▸ Work instructions
Every line below that includes the word "Strzelecki" needs to be copied.

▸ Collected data
************

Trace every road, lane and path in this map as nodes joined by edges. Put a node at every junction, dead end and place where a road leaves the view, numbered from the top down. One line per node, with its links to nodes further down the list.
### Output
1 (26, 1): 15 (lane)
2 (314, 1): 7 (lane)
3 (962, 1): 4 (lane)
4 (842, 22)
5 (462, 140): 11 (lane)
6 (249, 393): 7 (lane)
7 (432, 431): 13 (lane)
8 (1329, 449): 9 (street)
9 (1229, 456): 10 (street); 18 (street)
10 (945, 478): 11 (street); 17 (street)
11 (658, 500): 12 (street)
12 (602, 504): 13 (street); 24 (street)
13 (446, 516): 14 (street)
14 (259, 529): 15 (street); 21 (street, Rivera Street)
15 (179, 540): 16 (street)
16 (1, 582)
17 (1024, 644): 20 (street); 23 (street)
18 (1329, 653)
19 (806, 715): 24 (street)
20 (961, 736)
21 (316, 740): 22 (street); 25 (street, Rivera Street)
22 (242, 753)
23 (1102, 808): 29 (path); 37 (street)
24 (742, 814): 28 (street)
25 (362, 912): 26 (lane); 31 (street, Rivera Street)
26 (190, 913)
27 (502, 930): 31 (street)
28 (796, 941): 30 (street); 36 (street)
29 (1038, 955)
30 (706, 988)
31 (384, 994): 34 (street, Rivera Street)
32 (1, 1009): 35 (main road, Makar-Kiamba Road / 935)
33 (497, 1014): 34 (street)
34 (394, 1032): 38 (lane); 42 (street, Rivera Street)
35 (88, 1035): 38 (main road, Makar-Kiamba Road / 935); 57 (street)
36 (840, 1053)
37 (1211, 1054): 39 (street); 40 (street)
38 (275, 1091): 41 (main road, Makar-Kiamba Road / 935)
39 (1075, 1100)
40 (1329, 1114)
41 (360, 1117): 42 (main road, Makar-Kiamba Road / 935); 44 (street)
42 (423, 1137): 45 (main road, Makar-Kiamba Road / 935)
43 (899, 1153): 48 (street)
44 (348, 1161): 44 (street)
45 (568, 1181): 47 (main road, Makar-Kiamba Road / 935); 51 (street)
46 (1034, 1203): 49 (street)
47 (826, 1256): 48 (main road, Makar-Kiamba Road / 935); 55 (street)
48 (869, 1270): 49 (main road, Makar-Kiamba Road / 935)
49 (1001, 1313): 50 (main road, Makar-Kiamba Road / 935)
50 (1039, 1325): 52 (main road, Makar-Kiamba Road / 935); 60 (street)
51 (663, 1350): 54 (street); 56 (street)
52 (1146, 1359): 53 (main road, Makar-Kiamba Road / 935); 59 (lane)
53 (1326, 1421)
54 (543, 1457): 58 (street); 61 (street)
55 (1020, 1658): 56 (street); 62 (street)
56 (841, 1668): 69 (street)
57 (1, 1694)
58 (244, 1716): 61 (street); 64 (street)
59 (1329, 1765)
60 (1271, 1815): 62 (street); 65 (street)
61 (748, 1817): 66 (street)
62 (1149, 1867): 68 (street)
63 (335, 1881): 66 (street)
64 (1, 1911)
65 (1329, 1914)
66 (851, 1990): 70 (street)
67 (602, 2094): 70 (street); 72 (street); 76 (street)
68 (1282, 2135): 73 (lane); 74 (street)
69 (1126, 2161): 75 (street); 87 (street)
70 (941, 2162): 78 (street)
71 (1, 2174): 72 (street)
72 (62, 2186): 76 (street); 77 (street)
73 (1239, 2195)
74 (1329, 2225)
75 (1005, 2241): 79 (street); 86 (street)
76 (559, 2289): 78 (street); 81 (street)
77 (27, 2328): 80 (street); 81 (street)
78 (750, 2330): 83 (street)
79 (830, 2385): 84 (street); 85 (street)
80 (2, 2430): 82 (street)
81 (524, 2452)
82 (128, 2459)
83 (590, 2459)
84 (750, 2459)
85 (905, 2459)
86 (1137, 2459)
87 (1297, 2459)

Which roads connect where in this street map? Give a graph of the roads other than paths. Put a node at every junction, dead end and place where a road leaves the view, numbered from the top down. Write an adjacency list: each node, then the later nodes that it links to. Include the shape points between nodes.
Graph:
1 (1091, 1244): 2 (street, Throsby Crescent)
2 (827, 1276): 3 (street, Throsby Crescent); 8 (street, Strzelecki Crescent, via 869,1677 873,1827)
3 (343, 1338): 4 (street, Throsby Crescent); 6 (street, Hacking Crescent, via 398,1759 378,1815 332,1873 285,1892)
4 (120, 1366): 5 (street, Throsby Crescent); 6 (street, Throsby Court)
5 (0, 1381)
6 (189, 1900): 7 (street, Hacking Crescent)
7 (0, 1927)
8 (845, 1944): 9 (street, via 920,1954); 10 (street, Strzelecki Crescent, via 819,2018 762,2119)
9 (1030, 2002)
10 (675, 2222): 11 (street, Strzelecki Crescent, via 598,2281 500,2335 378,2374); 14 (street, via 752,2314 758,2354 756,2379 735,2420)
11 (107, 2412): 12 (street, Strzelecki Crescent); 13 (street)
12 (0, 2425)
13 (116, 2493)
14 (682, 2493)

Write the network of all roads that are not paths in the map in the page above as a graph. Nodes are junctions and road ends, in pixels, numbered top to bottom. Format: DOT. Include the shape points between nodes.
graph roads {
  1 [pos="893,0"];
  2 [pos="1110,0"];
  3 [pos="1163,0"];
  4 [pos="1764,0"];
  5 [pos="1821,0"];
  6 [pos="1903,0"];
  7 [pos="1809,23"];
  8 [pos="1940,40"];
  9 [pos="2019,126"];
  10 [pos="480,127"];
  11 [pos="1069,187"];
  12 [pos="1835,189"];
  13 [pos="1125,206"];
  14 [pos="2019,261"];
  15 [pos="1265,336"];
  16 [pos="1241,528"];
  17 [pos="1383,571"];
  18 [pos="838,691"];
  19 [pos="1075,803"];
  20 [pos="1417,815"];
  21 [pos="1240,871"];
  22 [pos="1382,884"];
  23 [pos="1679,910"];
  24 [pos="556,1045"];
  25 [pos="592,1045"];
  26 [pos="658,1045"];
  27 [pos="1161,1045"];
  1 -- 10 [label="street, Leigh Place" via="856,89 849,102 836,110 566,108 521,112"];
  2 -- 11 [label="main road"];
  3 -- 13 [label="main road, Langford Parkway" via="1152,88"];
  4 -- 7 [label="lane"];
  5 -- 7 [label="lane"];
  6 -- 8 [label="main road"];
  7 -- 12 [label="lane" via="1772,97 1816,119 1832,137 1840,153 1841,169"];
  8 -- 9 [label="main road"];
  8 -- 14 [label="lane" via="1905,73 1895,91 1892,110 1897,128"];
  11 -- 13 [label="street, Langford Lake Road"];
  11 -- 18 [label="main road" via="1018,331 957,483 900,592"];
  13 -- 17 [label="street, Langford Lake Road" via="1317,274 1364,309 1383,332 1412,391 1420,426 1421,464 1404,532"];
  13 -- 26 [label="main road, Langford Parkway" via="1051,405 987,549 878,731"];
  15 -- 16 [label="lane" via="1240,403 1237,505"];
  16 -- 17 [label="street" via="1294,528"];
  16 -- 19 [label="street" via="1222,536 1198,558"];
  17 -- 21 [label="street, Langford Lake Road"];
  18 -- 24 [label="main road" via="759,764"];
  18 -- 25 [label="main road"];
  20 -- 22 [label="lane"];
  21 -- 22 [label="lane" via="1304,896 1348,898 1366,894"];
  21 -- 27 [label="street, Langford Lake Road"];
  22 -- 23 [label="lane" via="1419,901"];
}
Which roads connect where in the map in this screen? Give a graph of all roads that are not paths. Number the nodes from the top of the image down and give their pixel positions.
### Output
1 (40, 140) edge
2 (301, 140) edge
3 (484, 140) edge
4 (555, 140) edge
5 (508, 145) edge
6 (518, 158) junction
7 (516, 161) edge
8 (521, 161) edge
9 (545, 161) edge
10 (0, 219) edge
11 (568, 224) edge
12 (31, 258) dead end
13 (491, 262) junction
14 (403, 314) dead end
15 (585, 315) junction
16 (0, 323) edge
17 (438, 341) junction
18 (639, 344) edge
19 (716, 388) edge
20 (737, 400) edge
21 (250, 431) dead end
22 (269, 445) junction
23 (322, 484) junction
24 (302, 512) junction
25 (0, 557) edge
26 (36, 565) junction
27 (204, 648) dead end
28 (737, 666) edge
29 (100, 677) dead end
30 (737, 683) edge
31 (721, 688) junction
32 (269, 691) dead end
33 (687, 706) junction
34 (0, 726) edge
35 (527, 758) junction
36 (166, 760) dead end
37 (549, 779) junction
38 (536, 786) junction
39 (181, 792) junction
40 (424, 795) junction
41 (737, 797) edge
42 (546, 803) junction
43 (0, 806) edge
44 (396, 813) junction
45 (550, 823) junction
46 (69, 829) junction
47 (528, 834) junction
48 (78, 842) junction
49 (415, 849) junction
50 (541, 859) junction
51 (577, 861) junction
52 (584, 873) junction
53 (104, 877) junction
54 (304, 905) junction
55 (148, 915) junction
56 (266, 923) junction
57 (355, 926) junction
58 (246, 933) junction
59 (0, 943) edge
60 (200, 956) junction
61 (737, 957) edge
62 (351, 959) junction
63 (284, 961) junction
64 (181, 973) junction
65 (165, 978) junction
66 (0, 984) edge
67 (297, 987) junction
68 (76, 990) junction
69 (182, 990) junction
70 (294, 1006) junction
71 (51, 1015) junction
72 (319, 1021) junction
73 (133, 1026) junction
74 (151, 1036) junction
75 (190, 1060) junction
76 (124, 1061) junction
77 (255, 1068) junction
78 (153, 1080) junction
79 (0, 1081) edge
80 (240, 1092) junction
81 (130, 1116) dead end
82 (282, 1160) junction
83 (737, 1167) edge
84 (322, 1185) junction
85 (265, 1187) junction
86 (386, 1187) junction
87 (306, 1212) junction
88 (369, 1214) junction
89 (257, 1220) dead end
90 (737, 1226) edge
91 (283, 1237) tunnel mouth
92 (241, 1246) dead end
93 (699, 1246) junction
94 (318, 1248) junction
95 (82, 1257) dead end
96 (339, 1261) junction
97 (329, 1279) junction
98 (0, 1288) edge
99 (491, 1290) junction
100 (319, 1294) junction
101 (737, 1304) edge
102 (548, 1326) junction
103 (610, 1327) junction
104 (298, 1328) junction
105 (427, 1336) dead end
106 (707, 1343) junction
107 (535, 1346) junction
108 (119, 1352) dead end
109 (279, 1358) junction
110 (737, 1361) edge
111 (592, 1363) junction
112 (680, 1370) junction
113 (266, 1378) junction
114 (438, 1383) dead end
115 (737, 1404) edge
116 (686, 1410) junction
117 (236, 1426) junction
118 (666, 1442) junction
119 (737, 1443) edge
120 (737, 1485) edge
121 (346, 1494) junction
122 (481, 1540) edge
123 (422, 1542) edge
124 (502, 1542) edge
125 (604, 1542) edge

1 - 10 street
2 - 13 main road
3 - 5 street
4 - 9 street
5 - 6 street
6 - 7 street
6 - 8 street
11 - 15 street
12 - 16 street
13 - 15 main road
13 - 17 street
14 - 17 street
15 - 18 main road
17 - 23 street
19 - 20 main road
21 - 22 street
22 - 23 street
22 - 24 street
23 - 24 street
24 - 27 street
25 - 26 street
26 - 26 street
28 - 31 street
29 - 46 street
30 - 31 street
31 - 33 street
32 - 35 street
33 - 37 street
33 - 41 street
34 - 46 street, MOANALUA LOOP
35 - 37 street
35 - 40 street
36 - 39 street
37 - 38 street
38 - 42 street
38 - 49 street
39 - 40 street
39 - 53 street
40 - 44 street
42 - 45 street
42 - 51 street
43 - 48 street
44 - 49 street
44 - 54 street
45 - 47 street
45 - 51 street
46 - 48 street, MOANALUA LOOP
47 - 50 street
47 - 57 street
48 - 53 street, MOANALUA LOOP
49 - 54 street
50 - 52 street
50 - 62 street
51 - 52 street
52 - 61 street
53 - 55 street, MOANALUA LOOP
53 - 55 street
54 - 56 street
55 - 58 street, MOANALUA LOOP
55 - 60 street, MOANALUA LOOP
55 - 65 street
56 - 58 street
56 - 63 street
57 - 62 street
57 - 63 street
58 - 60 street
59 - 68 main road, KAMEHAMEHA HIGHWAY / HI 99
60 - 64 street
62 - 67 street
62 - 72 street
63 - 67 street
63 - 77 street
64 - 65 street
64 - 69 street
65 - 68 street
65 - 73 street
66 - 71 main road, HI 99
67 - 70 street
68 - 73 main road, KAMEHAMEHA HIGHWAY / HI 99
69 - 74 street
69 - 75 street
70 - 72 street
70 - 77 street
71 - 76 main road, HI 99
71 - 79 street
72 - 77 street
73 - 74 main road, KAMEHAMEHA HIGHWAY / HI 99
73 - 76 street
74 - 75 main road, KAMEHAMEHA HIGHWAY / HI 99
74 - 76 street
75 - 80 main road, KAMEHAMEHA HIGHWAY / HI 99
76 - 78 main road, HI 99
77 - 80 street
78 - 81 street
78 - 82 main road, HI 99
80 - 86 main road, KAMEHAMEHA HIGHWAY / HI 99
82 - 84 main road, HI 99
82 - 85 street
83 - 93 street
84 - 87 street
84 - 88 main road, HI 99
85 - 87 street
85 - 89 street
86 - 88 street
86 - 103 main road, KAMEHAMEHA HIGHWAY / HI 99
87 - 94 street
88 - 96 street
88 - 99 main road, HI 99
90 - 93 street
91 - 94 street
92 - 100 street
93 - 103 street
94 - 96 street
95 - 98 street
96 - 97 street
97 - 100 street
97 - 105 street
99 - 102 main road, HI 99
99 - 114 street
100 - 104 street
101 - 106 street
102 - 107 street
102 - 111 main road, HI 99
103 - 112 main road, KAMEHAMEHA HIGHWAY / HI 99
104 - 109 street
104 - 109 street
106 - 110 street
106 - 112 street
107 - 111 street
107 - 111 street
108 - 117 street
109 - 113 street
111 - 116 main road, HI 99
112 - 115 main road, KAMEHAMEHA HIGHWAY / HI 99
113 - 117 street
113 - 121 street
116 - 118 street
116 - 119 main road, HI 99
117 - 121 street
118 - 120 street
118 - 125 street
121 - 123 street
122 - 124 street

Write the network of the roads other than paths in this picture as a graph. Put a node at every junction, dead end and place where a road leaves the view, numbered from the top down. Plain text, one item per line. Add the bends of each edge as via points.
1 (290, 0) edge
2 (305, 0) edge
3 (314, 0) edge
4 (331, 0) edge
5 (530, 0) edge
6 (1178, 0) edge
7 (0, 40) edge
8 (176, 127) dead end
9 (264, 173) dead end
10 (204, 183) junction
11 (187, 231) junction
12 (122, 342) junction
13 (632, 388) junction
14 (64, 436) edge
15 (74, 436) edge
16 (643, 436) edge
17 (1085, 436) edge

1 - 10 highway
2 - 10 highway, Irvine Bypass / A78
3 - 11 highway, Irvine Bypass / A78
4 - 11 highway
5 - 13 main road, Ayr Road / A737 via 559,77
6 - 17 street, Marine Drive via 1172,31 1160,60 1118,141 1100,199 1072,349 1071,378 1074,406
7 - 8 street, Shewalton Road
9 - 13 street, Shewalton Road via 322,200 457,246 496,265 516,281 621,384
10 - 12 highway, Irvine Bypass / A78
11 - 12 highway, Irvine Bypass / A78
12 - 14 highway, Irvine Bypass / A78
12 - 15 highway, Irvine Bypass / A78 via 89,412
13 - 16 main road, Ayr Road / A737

************

▸ Answer to this problem
2 (827, 1276): 3 (street, Throsby Crescent); 8 (street, Strzelecki Crescent, via 869,1677 873,1827)
8 (845, 1944): 9 (street, via 920,1954); 10 (street, Strzelecki Crescent, via 819,2018 762,2119)
10 (675, 2222): 11 (street, Strzelecki Crescent, via 598,2281 500,2335 378,2374); 14 (street, via 752,2314 758,2354 756,2379 735,2420)
11 (107, 2412): 12 (street, Strzelecki Crescent); 13 (street)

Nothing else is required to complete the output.